(Stored items)
────────────────

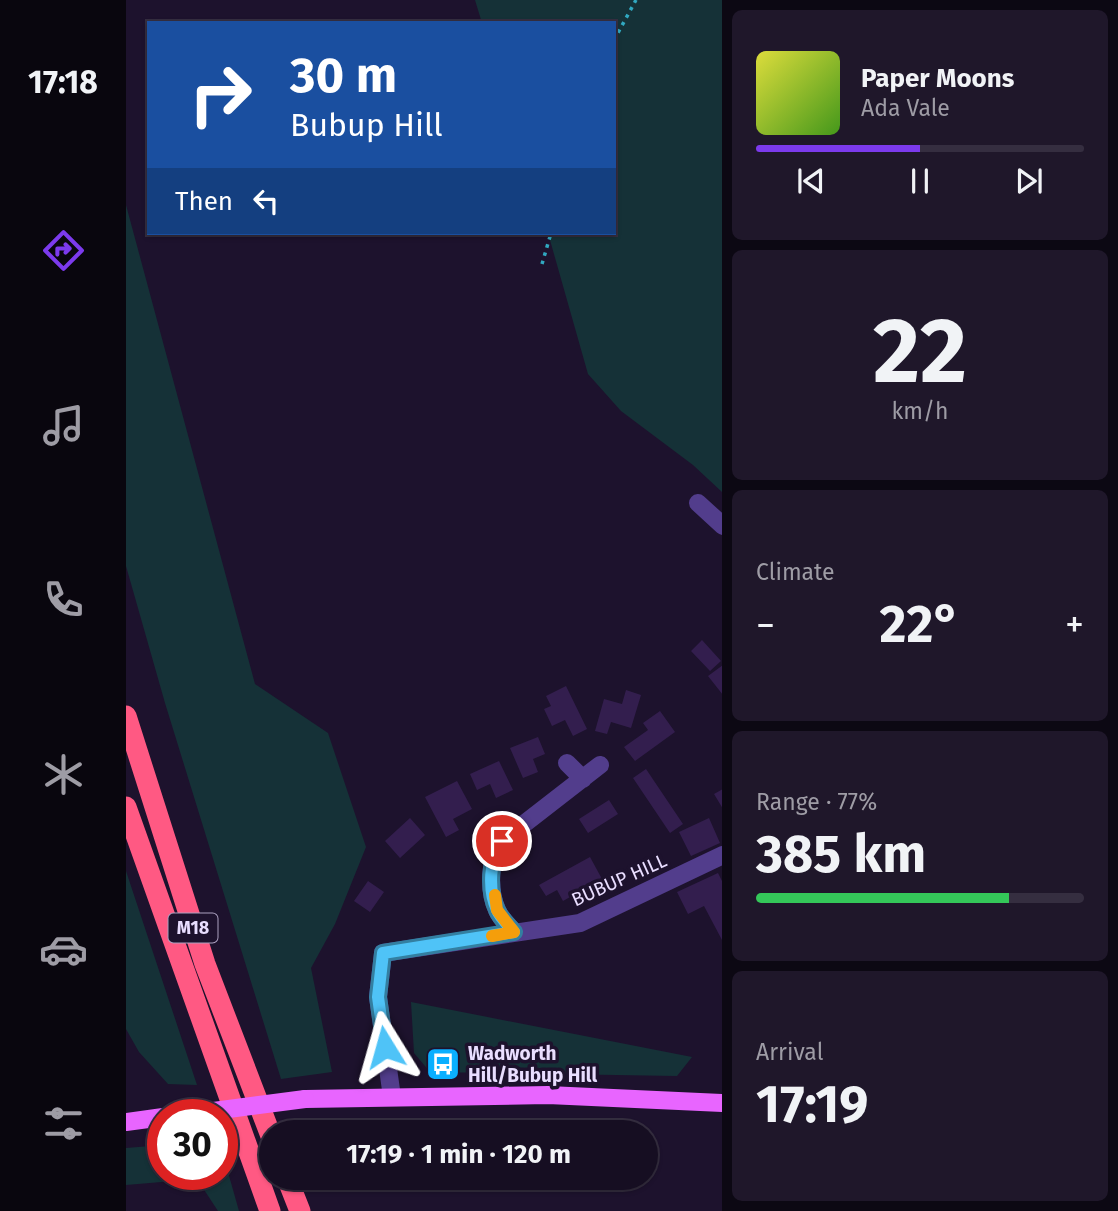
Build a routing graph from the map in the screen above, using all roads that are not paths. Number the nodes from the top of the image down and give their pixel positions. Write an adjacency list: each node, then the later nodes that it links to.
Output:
1 (698, 503): 2 (street)
2 (722, 525)
3 (126, 716): 14 (highway, M18)
4 (568, 763): 6 (street)
5 (600, 765): 6 (street)
6 (583, 779): 9 (street)
7 (126, 807): 17 (highway, M18)
8 (722, 858): 9 (street, BUBUP HILL)
9 (514, 932): 10 (street, BUBUP HILL)
10 (392, 1097): 11 (main road); 12 (main road, bridge)
11 (722, 1103)
12 (238, 1108)
13 (147, 1119): 15 (main road)
14 (265, 1120)
15 (126, 1122)
16 (292, 1190): 18 (highway)
17 (270, 1210)
18 (300, 1211)

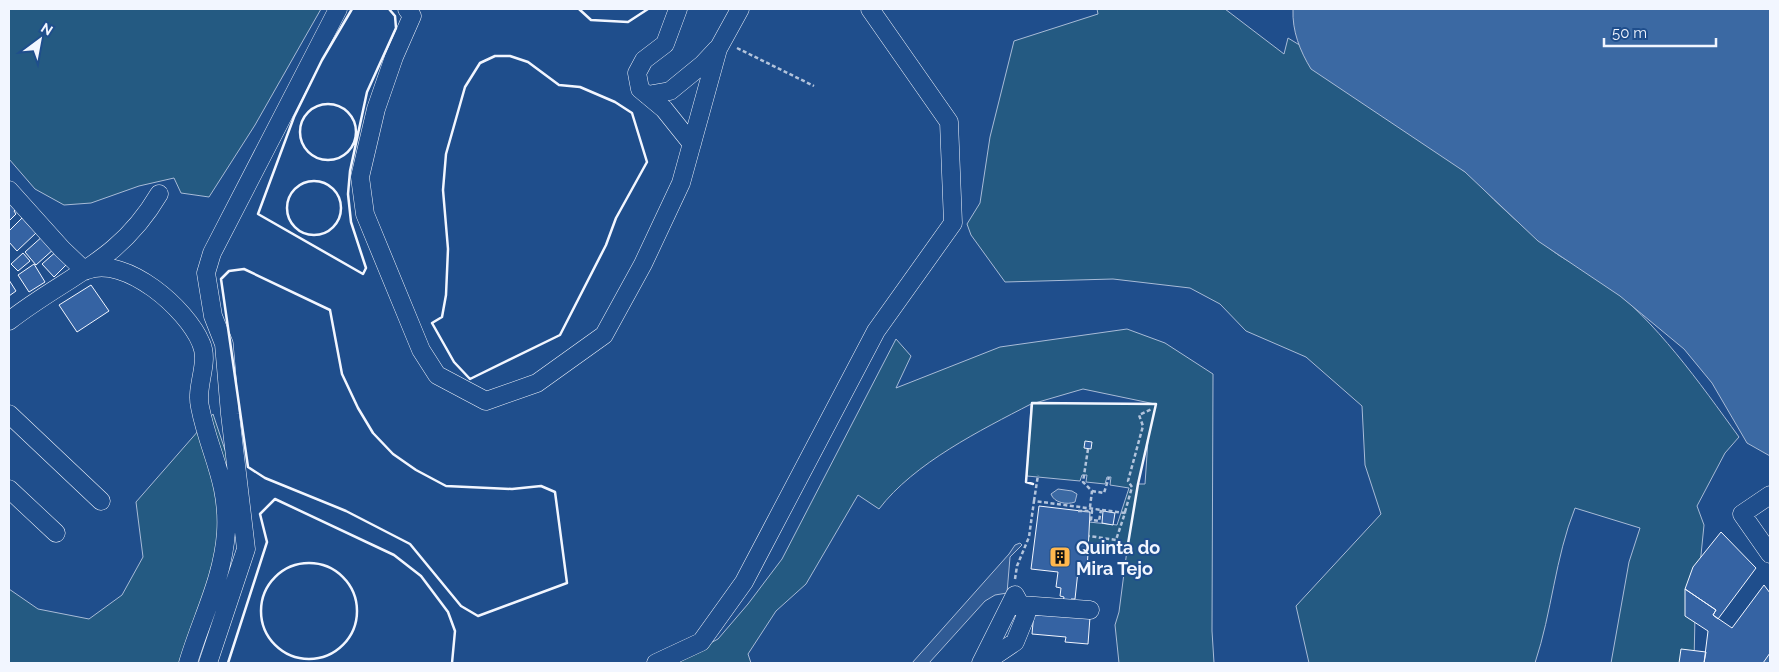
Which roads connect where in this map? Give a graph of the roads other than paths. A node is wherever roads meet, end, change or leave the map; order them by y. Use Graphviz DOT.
graph roads {
  1 [pos="338,9"];
  2 [pos="407,9"];
  3 [pos="678,9"];
  4 [pos="740,9"];
  5 [pos="870,9"];
  6 [pos="724,47"];
  7 [pos="647,95"];
  8 [pos="692,144"];
  9 [pos="9,190"];
  10 [pos="159,194"];
  11 [pos="86,270"];
  12 [pos="9,320"];
  13 [pos="9,414"];
  14 [pos="9,489"];
  15 [pos="1770,495"];
  16 [pos="101,501"];
  17 [pos="56,533"];
  18 [pos="1770,554"];
  19 [pos="1090,610"];
  20 [pos="188,663"];
  21 [pos="208,663"];
  22 [pos="656,663"];
  23 [pos="982,663"];
  1 -- 21 [label="street"];
  2 -- 8 [label="street"];
  3 -- 7 [label="street"];
  4 -- 6 [label="street"];
  5 -- 22 [label="street"];
  6 -- 7 [label="street"];
  6 -- 8 [label="street"];
  7 -- 8 [label="street"];
  9 -- 11 [label="street"];
  10 -- 11 [label="street"];
  11 -- 12 [label="street"];
  11 -- 20 [label="street"];
  13 -- 16 [label="street"];
  14 -- 17 [label="street"];
  15 -- 18 [label="street"];
  19 -- 23 [label="street"];
}
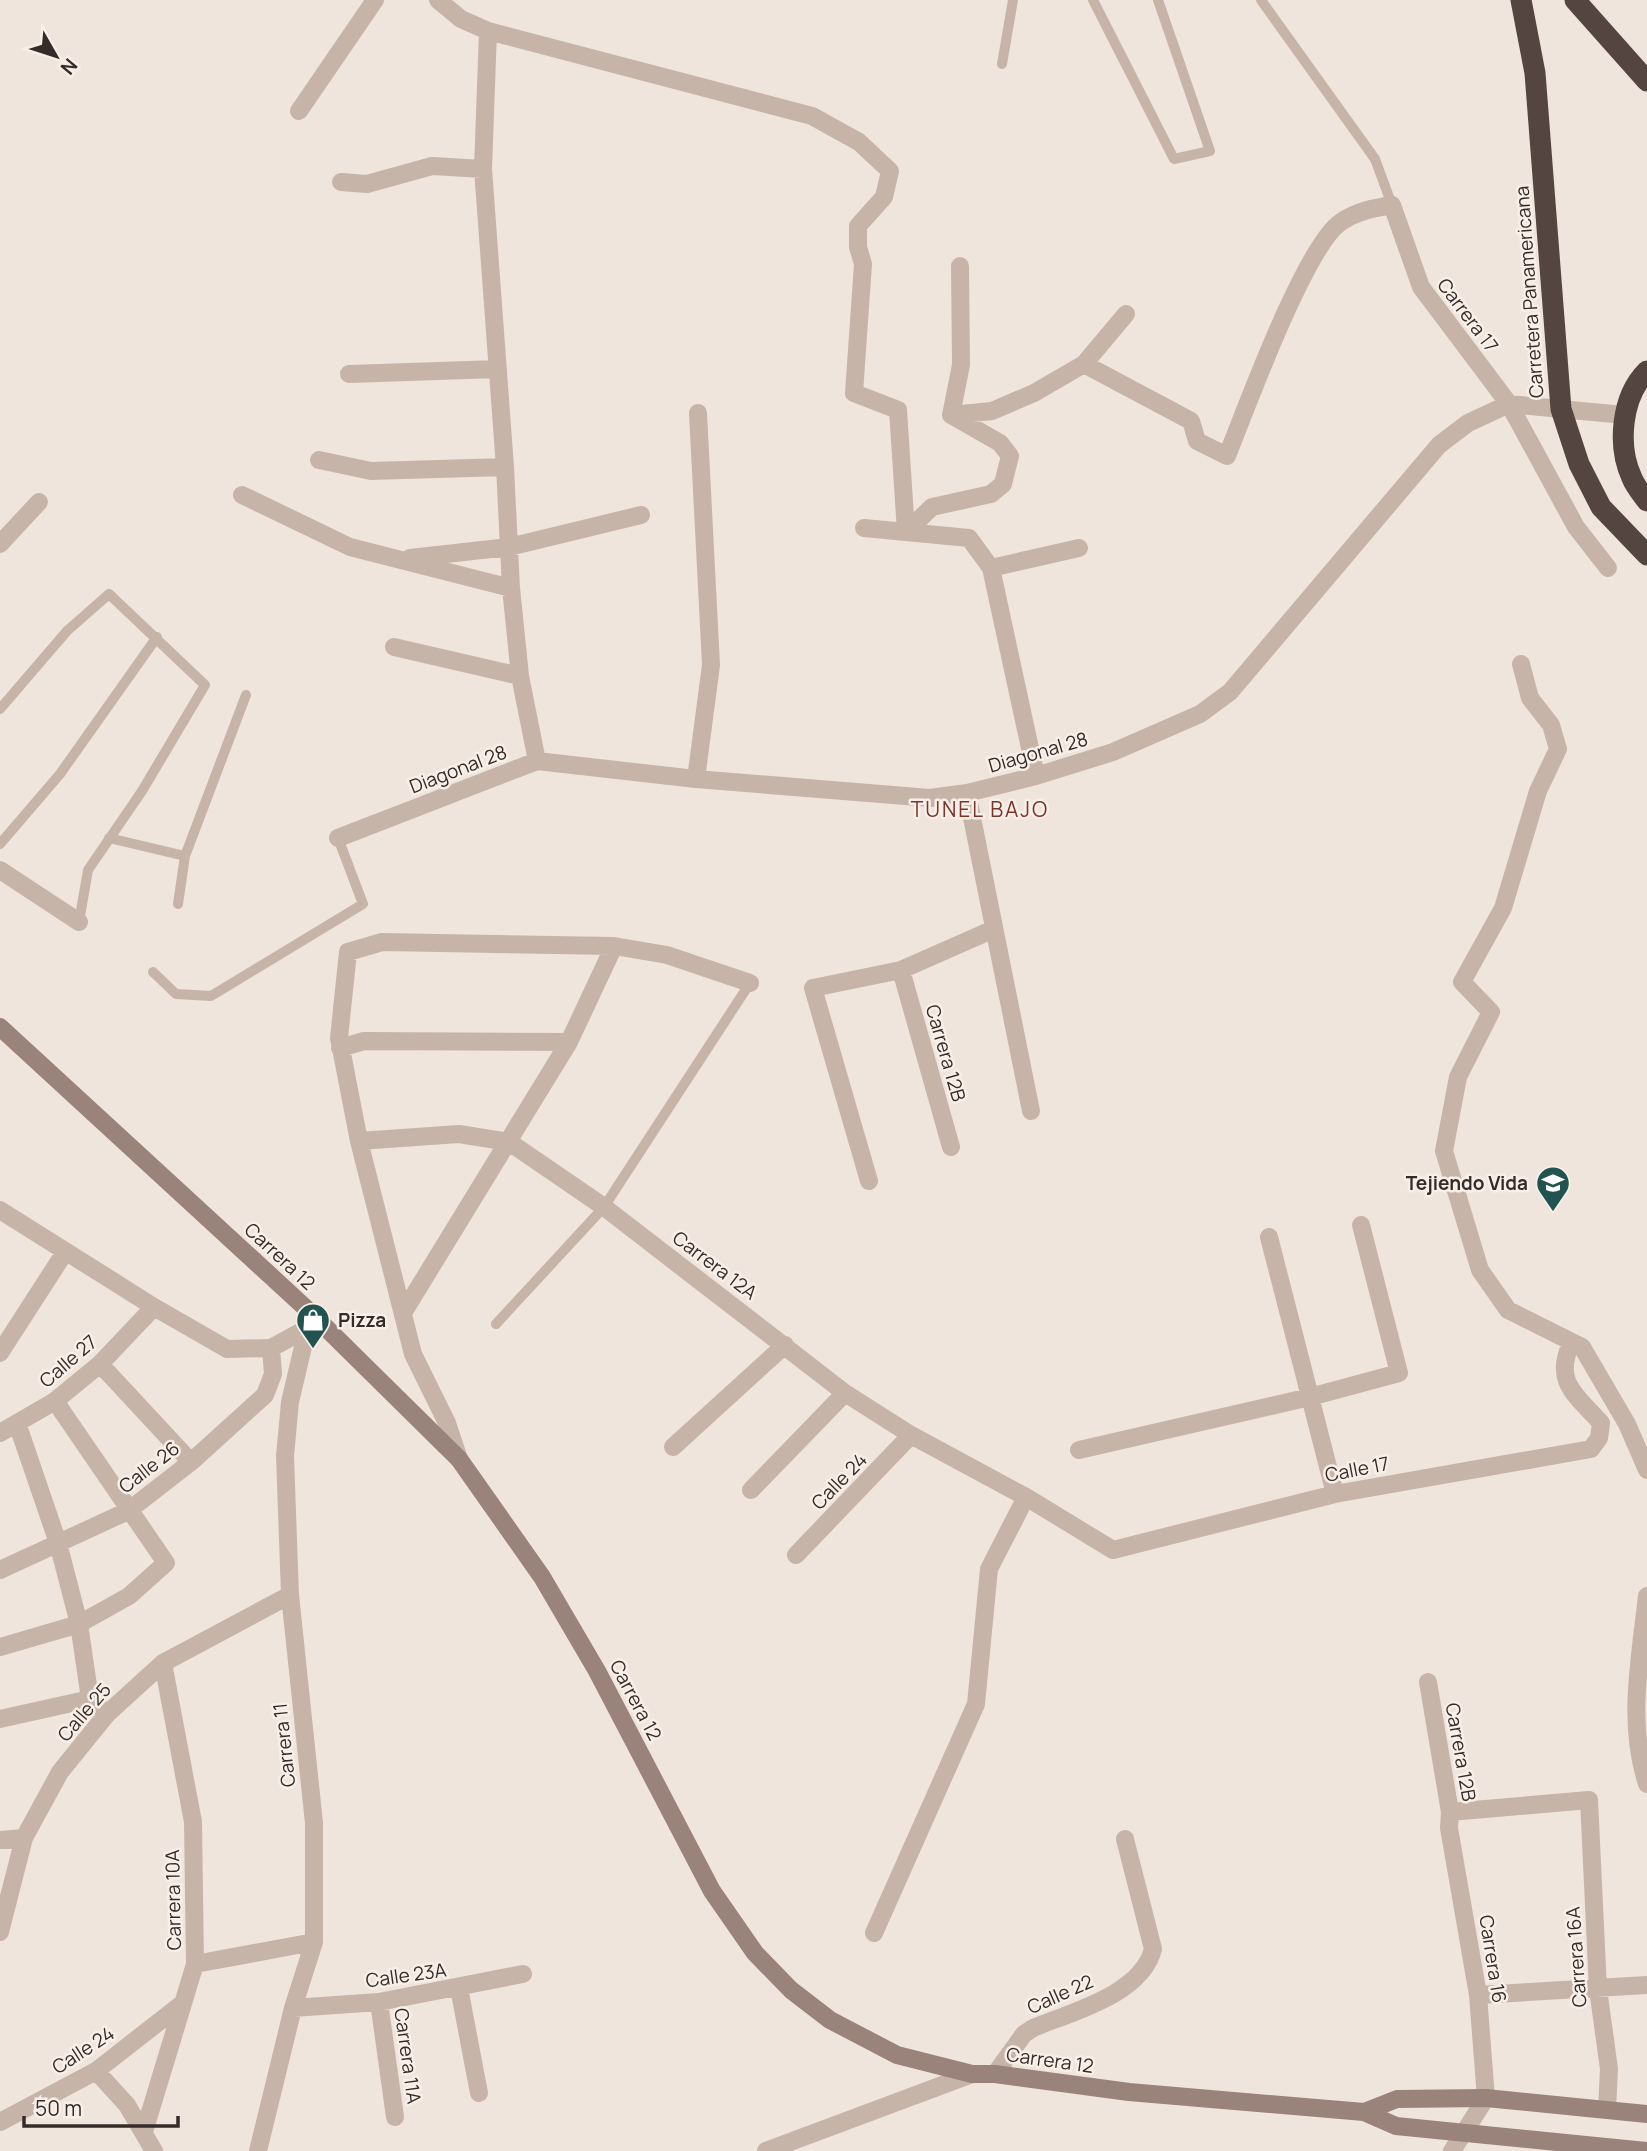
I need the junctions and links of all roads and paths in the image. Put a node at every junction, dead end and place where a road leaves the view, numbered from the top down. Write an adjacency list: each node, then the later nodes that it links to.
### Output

────────────────

### What is required
From the first line to the last, return the records exactly and leave the pictures behind.

### Reply to the exercise
Build a routing graph from the map in the screen above, using all roads that are not paths. Number the nodes from the top of the image down and give their pixel positions. Write an adjacency list: each node, then the later nodes that it links to.
Output:
1 (698, 503): 2 (street)
2 (722, 525)
3 (126, 716): 14 (highway, M18)
4 (568, 763): 6 (street)
5 (600, 765): 6 (street)
6 (583, 779): 9 (street)
7 (126, 807): 17 (highway, M18)
8 (722, 858): 9 (street, BUBUP HILL)
9 (514, 932): 10 (street, BUBUP HILL)
10 (392, 1097): 11 (main road); 12 (main road, bridge)
11 (722, 1103)
12 (238, 1108)
13 (147, 1119): 15 (main road)
14 (265, 1120)
15 (126, 1122)
16 (292, 1190): 18 (highway)
17 (270, 1210)
18 (300, 1211)

Which roads connect where in this map? Give a graph of the roads other than paths. A node is wherever roads meet, end, change or leave the map; order them by y. Use Graphviz DOT.
graph roads {
  1 [pos="338,9"];
  2 [pos="407,9"];
  3 [pos="678,9"];
  4 [pos="740,9"];
  5 [pos="870,9"];
  6 [pos="724,47"];
  7 [pos="647,95"];
  8 [pos="692,144"];
  9 [pos="9,190"];
  10 [pos="159,194"];
  11 [pos="86,270"];
  12 [pos="9,320"];
  13 [pos="9,414"];
  14 [pos="9,489"];
  15 [pos="1770,495"];
  16 [pos="101,501"];
  17 [pos="56,533"];
  18 [pos="1770,554"];
  19 [pos="1090,610"];
  20 [pos="188,663"];
  21 [pos="208,663"];
  22 [pos="656,663"];
  23 [pos="982,663"];
  1 -- 21 [label="street"];
  2 -- 8 [label="street"];
  3 -- 7 [label="street"];
  4 -- 6 [label="street"];
  5 -- 22 [label="street"];
  6 -- 7 [label="street"];
  6 -- 8 [label="street"];
  7 -- 8 [label="street"];
  9 -- 11 [label="street"];
  10 -- 11 [label="street"];
  11 -- 12 [label="street"];
  11 -- 20 [label="street"];
  13 -- 16 [label="street"];
  14 -- 17 [label="street"];
  15 -- 18 [label="street"];
  19 -- 23 [label="street"];
}
I need the junctions and links of all roads and paths in the image. Put a node at every junction, dead end and place where a road leaves the view, numbered from the top down. Write an adjacency list: each node, then the later nodes that it links to.
### Output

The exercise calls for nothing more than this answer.